TASK DATA
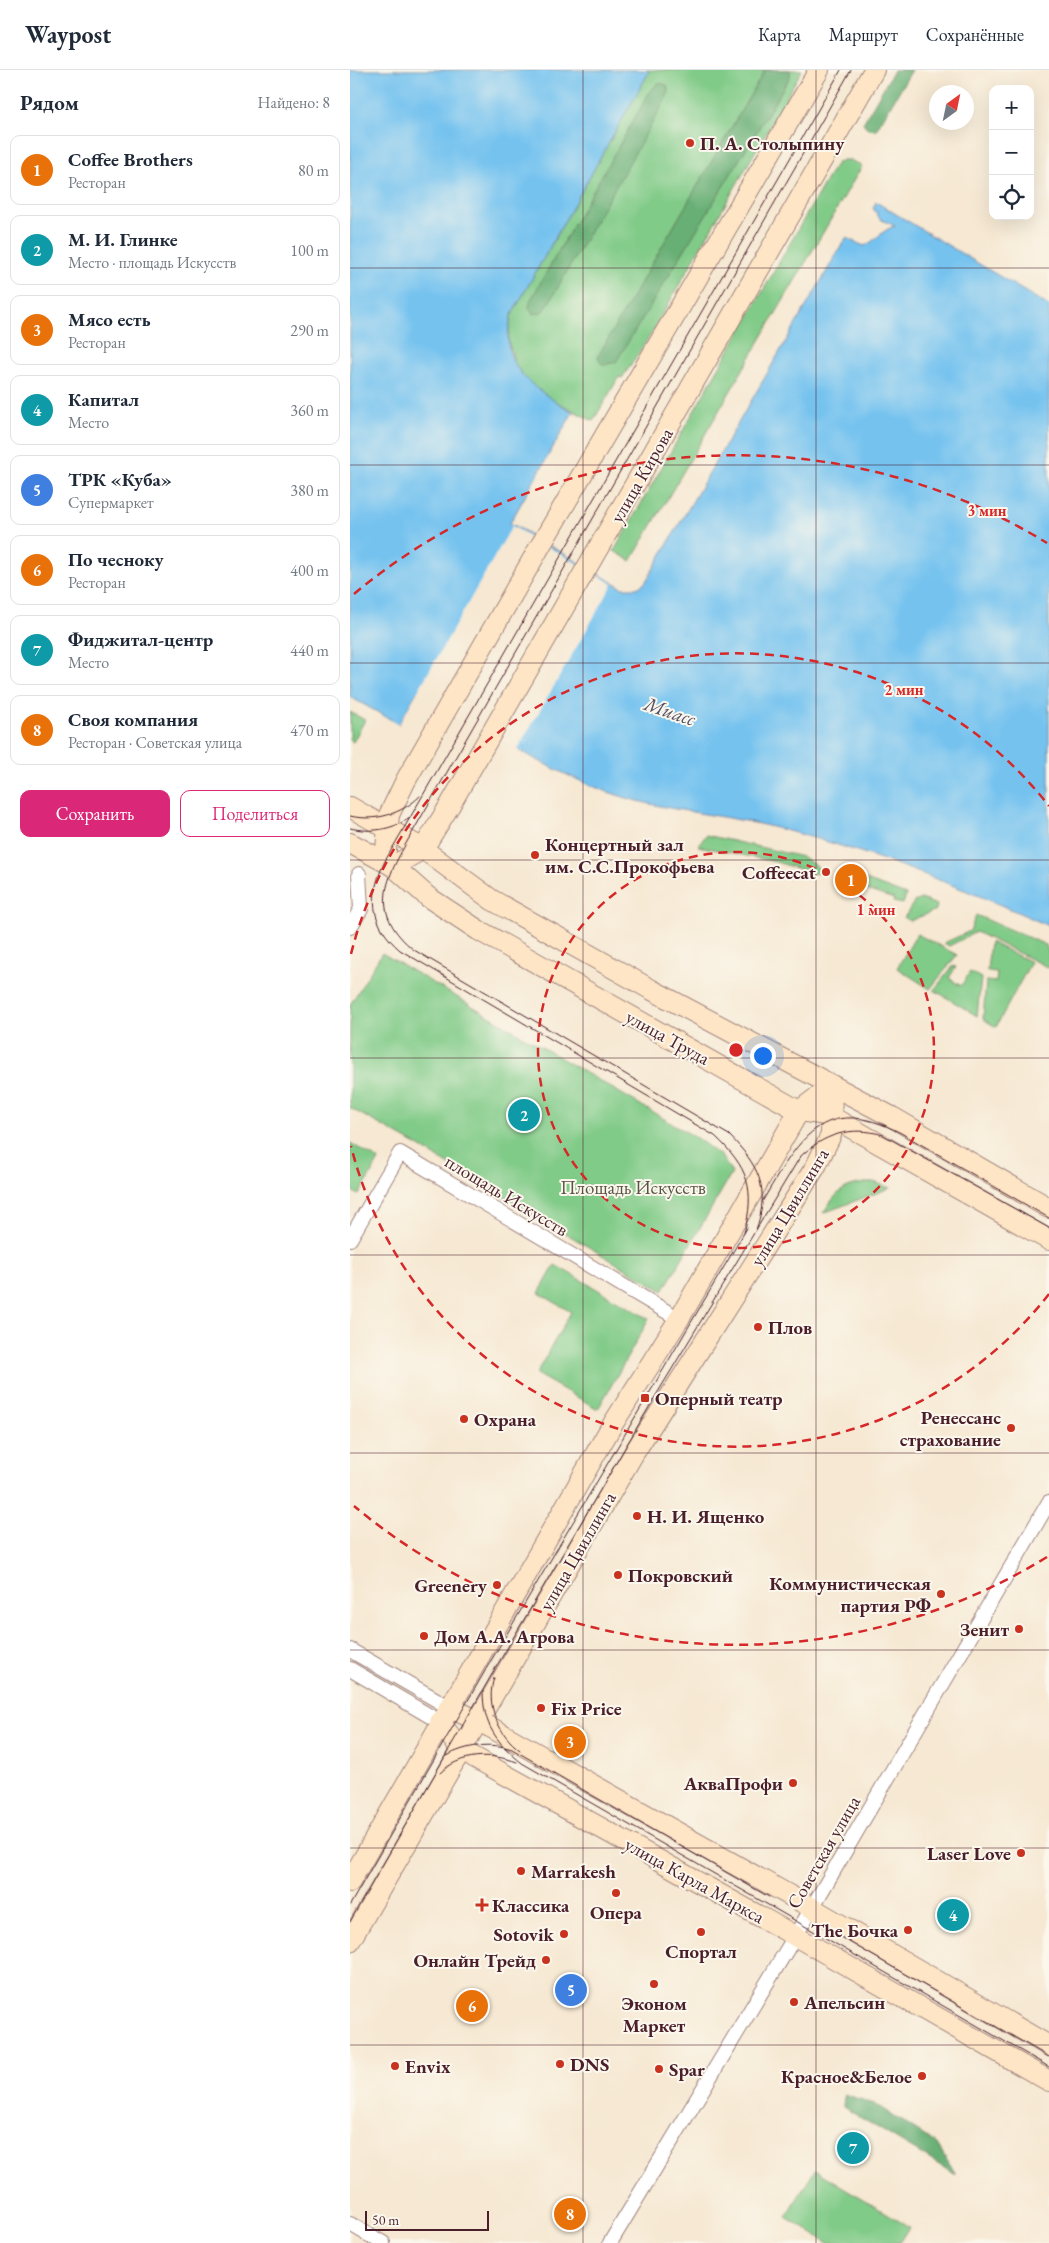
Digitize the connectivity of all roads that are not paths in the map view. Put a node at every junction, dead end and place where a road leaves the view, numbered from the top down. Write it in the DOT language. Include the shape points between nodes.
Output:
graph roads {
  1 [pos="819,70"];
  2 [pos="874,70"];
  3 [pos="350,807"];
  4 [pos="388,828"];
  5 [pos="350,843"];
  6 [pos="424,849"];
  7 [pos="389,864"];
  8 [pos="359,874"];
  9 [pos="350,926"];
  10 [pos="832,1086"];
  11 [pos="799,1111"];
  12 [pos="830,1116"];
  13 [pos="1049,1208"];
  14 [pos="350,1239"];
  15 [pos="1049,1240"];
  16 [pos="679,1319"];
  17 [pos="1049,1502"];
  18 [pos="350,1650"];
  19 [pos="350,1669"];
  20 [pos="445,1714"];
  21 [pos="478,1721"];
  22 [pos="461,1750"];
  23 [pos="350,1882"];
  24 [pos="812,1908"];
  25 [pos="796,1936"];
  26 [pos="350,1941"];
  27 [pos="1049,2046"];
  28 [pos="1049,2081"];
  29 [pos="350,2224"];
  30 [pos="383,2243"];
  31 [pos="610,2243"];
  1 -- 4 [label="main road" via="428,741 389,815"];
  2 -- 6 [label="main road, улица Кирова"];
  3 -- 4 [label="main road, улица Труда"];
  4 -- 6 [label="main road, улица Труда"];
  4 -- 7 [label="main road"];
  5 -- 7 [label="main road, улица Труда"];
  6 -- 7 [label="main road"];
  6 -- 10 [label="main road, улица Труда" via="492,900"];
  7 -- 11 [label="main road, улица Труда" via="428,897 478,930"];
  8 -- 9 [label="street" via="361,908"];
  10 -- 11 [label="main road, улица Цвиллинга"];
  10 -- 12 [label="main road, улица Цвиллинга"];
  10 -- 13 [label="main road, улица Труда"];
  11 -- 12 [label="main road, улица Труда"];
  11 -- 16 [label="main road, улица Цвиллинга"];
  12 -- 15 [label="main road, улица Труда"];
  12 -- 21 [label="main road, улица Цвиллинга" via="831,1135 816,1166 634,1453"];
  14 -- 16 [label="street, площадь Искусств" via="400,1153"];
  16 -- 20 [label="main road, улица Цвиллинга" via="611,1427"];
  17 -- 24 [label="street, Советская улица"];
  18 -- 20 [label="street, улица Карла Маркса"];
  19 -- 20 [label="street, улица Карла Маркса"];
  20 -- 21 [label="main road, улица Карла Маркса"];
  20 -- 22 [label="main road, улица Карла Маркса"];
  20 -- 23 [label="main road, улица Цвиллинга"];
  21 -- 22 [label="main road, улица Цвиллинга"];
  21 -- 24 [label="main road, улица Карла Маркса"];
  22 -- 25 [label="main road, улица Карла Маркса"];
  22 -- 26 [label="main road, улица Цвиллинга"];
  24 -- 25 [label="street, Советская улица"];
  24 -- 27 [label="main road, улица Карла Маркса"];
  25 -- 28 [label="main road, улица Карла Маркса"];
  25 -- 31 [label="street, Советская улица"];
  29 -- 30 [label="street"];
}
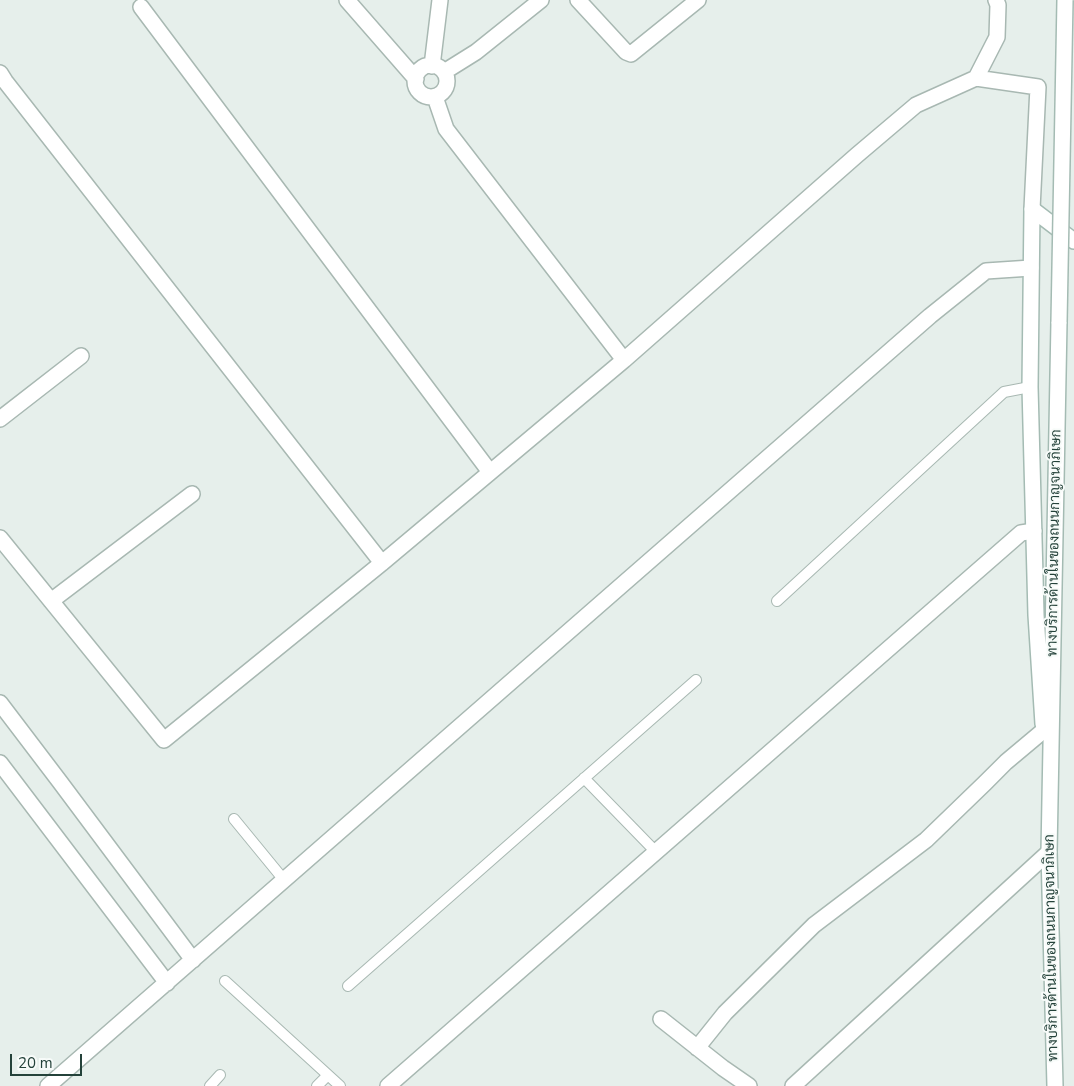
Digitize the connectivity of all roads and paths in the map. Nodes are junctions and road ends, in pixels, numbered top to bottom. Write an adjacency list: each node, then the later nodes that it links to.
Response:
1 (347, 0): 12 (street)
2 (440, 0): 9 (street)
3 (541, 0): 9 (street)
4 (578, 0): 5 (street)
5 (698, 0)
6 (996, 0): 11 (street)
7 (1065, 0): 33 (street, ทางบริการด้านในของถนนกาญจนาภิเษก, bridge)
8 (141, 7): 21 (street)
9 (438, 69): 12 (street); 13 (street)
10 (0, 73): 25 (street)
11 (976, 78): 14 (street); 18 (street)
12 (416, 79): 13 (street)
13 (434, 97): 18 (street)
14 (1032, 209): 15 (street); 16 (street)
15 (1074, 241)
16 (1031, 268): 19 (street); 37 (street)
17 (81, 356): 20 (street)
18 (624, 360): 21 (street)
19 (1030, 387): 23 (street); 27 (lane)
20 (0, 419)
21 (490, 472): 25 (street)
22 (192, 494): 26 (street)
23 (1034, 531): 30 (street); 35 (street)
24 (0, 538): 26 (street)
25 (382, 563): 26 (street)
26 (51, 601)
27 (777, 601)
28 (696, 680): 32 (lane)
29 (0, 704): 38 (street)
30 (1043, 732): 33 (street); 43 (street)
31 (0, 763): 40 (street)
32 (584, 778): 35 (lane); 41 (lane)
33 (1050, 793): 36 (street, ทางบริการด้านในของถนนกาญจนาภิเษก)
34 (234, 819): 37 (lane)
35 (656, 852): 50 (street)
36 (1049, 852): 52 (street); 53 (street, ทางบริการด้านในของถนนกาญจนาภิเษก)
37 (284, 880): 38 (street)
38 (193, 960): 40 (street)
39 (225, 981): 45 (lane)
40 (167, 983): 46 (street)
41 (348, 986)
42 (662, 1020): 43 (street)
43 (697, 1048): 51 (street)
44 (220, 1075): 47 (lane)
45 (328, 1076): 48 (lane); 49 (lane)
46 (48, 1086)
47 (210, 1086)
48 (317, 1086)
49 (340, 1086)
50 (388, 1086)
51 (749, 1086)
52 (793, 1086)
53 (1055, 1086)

TASK PROMPT
Tally the lines of the entries that include the word "การด" and give only the total.

WRITTEN ANSWER
3